Women plucking tea leaves in a tea garden in Fikkal of IIam. Bhim Chapagain/Republica
ILAM, Aug 4: International demand for tea produced in Ilam district was hit hard when a test in Germany few months ago revealed that it contained a harmful chemical called 'anthraquinone', or simply 'acque'. After a period of drop in its demand, of late demand for Ilam tea has shown significant improvement in recent days, especially in Europe and the USA.
According to tea manufacturers and traders, demand for Nepali tea in the international market was not encouraging in the first picking season this year. Sellers in other countries had hesitated to buy it after the chemical was found in tea produced from some of the tea estates in eastern hills of the district last year. However, as Ilam tea is known worldwide to be of high quality, the demand gradually started increasing.
“Just recently, a Chinese businessman contacted us to make a recurring deal of 200,000 kg organic tea per year,” said Sarad Subba, operator of Jasbire Tea Processing Industry situated at Maipokhari-2 of the district. “Demand for organic tea produced in Ilam tea is still growing in various countries, including The Netherlands, Denmark, France and the USA. As long as we maintain the quality, our tea would always be in demand and we don't have to worry about it,” he added.
Nepal produces varieties of high-quality teas that cater to the varied needs of global customers. Quality tea is sold at €100 per kg in foreign markets.
As many as 35 species of tea is produced in Subba's industry. Among them, species such as Sunkesari, Kothidada Beauty, and Aeseylukharka are sold in international market. Among others, Tatopani Tea Company of The Netherlands is his major buyer.
Likewise, Chinese are also among the major customers of Nepali organic tea. “Tea traders in China know very well what types of tea is popular in their market. In order to adopt better in Chinese market, tea-inspection specialists from China will now visit us time to time and teach us tea processing methods to match the type of tea currently high in demand in Chinese market,” said Subba.
Sarad Subba, operator of a tea processing factory in Maipokhari, Ilam, showing tea produced by his company.
Even prior to the new deal with Chinese traders, tea entrepreneurs from various countries including France and Germany have been sending their specialists to teach Nepali manufacturers ways to process tea to suit the palate of their customers. According to entrepreneur Subba, such specialists personally visit farmers' home and give them various lessons, including refined tea plucking methods and packaging.
Adding that his factory produces about 2,000 kg high quality tea annually, Subba said that demand for tea never really slumps. “This is an industry where there really isn't any need to worry about demands. We do not even have to hold stocks. Whatever is produced gets sold immediately as long as we maintain the quality of our produce.”
Tea traders and entrepreneurs across the country have long been stressing on improving the quality of tea produce. “Organic has become a necessity in tea production. It has already become a minimum quality acceptable in European markets. However, it is wrong to think that the word “organic” in front of tea automatically stands for quality production. It may not sell well in the market. But quality organic teas always have demand in the markets,” said Aarsee Nepal, managing director of Sakhejung-based Himalayan Sangrela Tea Producers Pvt Ltd.
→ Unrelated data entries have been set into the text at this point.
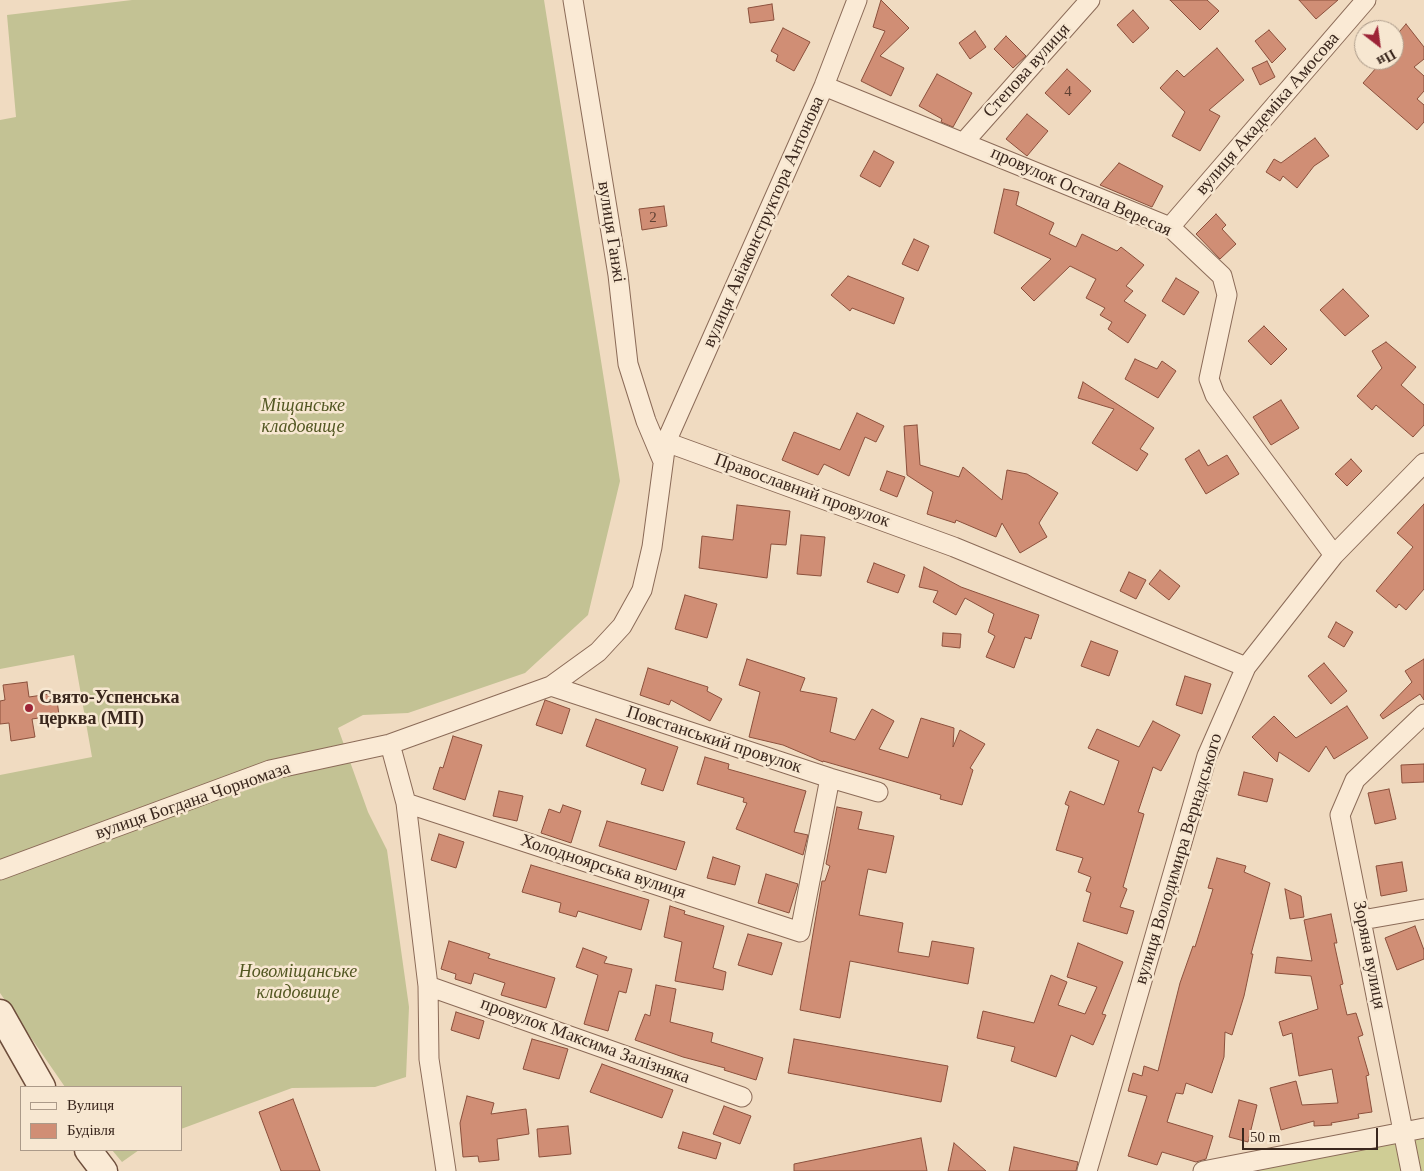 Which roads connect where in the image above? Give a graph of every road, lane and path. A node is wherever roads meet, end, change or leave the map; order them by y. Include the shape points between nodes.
1 (573, 0) edge
2 (857, 0) edge
3 (1090, 0) edge
4 (1366, 0) edge
5 (824, 86) junction
6 (964, 142) junction
7 (1170, 227) junction
8 (664, 450) junction
9 (1424, 463) edge
10 (1334, 555) junction
11 (1246, 667) junction
12 (551, 686) junction
13 (1424, 714) edge
14 (390, 744) junction
15 (830, 778) junction
16 (878, 792) dead end
17 (406, 803) junction
18 (0, 870) edge
19 (1424, 909) edge
20 (1362, 920) junction
21 (428, 986) junction
22 (0, 1013) edge
23 (41, 1086) edge
24 (742, 1097) dead end
25 (1424, 1128) edge
26 (1404, 1132) junction
27 (89, 1151) edge
28 (104, 1171) edge
29 (446, 1171) edge
30 (1087, 1171) edge
31 (1203, 1171) edge
32 (1411, 1171) edge

1 - 8 street, вулиця Ганжі via 618,275 628,364 646,421
2 - 5 street, вулиця Авіаконструктора Антонова
3 - 6 street, Степова вулиця
4 - 7 street, вулиця Академіка Амосова
5 - 6 street, провулок Остапа Вересая
5 - 8 street, вулиця Авіаконструктора Антонова
6 - 7 street, провулок Остапа Вересая
7 - 10 street, провулок Остапа Вересая via 1222,276 1227,295 1209,379 1215,395
8 - 11 street, Православний провулок via 954,547
8 - 12 street, вулиця Богдана Чорномаза via 652,547 642,590 622,626 598,652
9 - 10 street, вулиця Володимира Вернадського
10 - 11 street, вулиця Володимира Вернадського
11 - 30 street, вулиця Володимира Вернадського via 1207,756
12 - 14 street, вулиця Богдана Чорномаза
12 - 15 street, Повстанський провулок
13 - 20 street, Зоряна вулиця via 1355,780 1340,815
14 - 17 street
14 - 18 street, вулиця Богдана Чорномаза via 270,770
15 - 16 street, Повстанський провулок
15 - 17 street, Холодноярська вулиця via 800,932
17 - 21 street
19 - 20 street
20 - 26 street, Зоряна вулиця
21 - 24 street, провулок Максима Залізняка
21 - 29 street via 429,1059
22 - 23 street
25 - 26 street
26 - 31 street
26 - 32 street, Зоряна вулиця
27 - 28 street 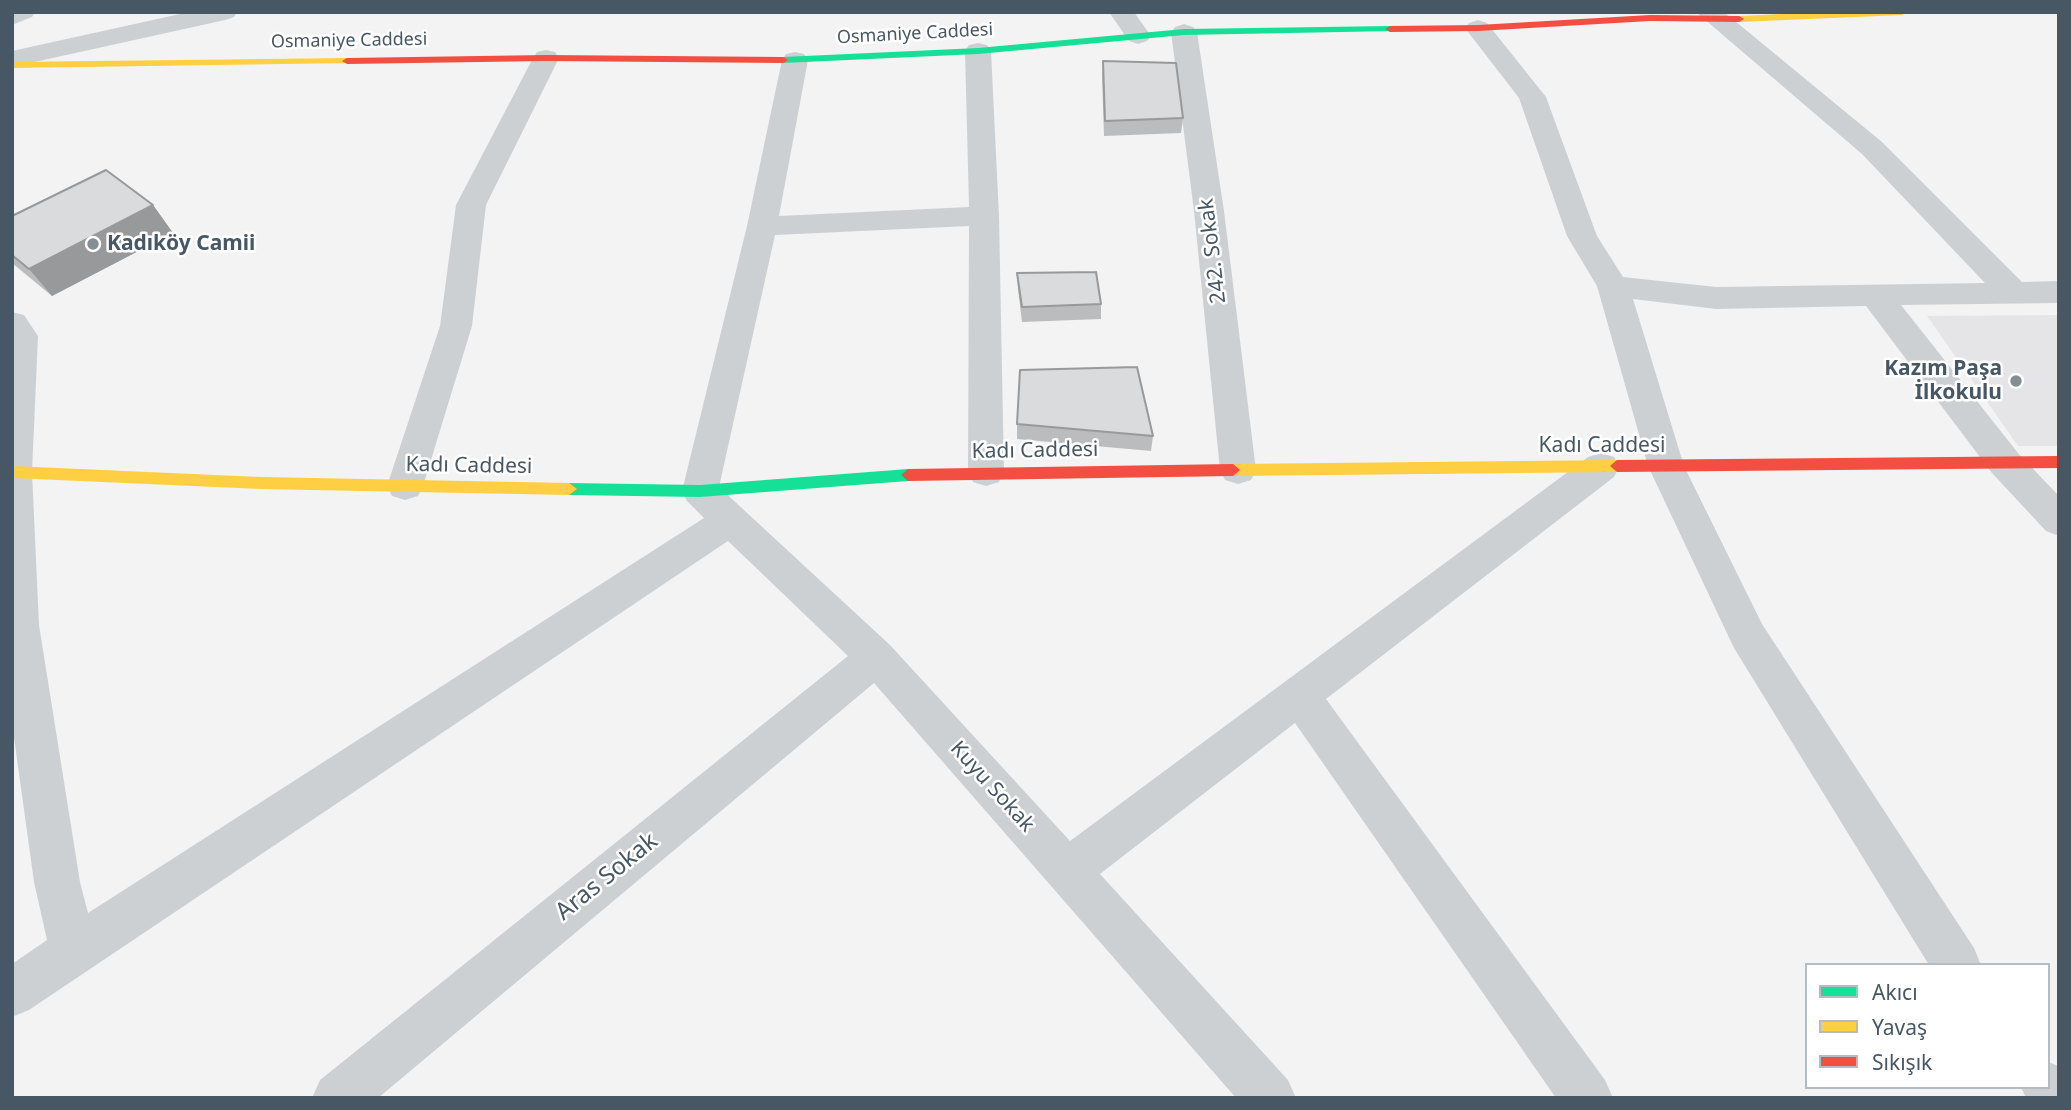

According to her, European customers have started seeking other standards in tea production, such as eco-friendliness and bio-friendliness. Stating that her company produces about 115,000 kg of tea annually, she added that demand for tea has dropped slightly than last year.
In the past few weeks, Indian tea producers and traders have been seeking ban on import of non-organic orthodox tea from Nepal in their country.
However, tea producers in the country are not much worried about such demands as it would not affect the demand of Nepali organic tea in Indian markets.
In contrast, non-organic tea has been selling well in third-world countries, according to Subash Sanghai, chairman of Trebeni Sangai Group.
“There is a drastic difference between the pricing of organic and non-organic tea in Europe and America. However, this does not mean that non-organic tea doesn't sell well there,” he said. His company has leased seven government tea gardens in Ilam and Jhapa and produces about 2.3 million kg tea every year.
Keeping health issues in mind, some organic tea producers in the country have demanded the government to make all the production of tea organic in Nepal. They have argued that this step not only have health benefits for consumers, but also helps the economy grow.
However, those in opposition say that the move could do more harm than good. Organic production takes at least three years to complete. And with the lengthy time, the production can be affected by fertilizers shortage and other challenges, according to non-organic tea producers.
Out of 20.31 million kg tea produced in Nepal, only four million kg is orthodox. About eight million kg of tea produced in the country is consumed within the country itself. Data maintained by Nepal Tea and Coffee Development Board shows that the country exports about 11.3 million kg of tea annually.